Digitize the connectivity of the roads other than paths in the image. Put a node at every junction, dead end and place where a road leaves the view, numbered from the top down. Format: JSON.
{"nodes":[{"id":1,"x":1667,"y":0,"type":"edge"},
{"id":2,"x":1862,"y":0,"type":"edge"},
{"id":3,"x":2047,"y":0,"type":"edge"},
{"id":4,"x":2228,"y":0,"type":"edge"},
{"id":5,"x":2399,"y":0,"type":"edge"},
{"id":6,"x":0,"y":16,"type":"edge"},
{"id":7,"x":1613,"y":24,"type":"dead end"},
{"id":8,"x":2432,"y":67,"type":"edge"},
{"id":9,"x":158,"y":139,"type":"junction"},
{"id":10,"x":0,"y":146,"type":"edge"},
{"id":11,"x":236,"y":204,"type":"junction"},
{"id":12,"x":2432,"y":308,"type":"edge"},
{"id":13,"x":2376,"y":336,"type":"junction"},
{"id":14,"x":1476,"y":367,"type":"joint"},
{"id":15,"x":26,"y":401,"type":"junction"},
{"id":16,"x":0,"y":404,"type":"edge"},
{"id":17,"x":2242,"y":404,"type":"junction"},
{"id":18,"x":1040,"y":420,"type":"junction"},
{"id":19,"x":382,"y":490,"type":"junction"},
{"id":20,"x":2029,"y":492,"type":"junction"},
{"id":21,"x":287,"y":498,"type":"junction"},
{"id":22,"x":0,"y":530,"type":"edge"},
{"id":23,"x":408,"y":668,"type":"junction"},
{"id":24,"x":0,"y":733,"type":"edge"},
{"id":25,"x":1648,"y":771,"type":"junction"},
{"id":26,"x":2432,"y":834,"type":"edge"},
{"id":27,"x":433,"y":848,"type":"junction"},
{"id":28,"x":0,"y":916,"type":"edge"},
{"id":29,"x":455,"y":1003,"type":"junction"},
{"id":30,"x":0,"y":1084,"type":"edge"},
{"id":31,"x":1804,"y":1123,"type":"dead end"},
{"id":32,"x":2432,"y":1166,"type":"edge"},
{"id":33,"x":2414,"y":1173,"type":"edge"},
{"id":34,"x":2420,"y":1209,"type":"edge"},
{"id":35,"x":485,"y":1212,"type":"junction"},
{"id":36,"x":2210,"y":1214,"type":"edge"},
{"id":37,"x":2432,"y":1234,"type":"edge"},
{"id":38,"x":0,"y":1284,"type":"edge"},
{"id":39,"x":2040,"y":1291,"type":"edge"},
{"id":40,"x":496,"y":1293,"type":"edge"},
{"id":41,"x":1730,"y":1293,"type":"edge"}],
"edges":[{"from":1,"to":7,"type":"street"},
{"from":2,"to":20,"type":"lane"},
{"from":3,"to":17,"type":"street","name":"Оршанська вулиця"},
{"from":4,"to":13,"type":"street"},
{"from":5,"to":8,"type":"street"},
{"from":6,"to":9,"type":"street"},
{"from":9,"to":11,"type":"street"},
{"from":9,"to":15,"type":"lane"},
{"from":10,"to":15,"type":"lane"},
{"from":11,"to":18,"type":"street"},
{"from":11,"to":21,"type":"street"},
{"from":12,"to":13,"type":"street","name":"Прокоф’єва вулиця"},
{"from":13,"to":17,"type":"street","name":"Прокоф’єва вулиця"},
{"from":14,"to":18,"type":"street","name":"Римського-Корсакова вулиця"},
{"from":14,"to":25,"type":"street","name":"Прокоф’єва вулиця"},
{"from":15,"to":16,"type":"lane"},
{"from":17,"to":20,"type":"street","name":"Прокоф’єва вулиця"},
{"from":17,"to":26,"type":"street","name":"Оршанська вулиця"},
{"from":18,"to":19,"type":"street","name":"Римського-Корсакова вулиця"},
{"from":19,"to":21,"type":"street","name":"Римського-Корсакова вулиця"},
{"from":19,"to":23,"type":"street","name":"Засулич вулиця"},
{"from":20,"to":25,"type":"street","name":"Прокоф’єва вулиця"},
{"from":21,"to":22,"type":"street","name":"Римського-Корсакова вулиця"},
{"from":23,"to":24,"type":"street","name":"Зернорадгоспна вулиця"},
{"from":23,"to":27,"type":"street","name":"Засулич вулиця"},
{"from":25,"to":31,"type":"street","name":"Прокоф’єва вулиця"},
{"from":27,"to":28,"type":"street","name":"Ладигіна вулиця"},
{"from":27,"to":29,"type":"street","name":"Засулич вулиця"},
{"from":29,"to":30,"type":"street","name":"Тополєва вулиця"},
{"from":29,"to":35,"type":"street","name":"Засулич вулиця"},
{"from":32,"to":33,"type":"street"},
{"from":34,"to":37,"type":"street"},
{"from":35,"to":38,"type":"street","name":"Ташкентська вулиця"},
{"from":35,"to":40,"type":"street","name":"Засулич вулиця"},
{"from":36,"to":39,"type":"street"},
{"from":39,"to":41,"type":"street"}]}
+++
Report how many lines in the material above include "Прокоф", and give no other words.

Response below ▸
6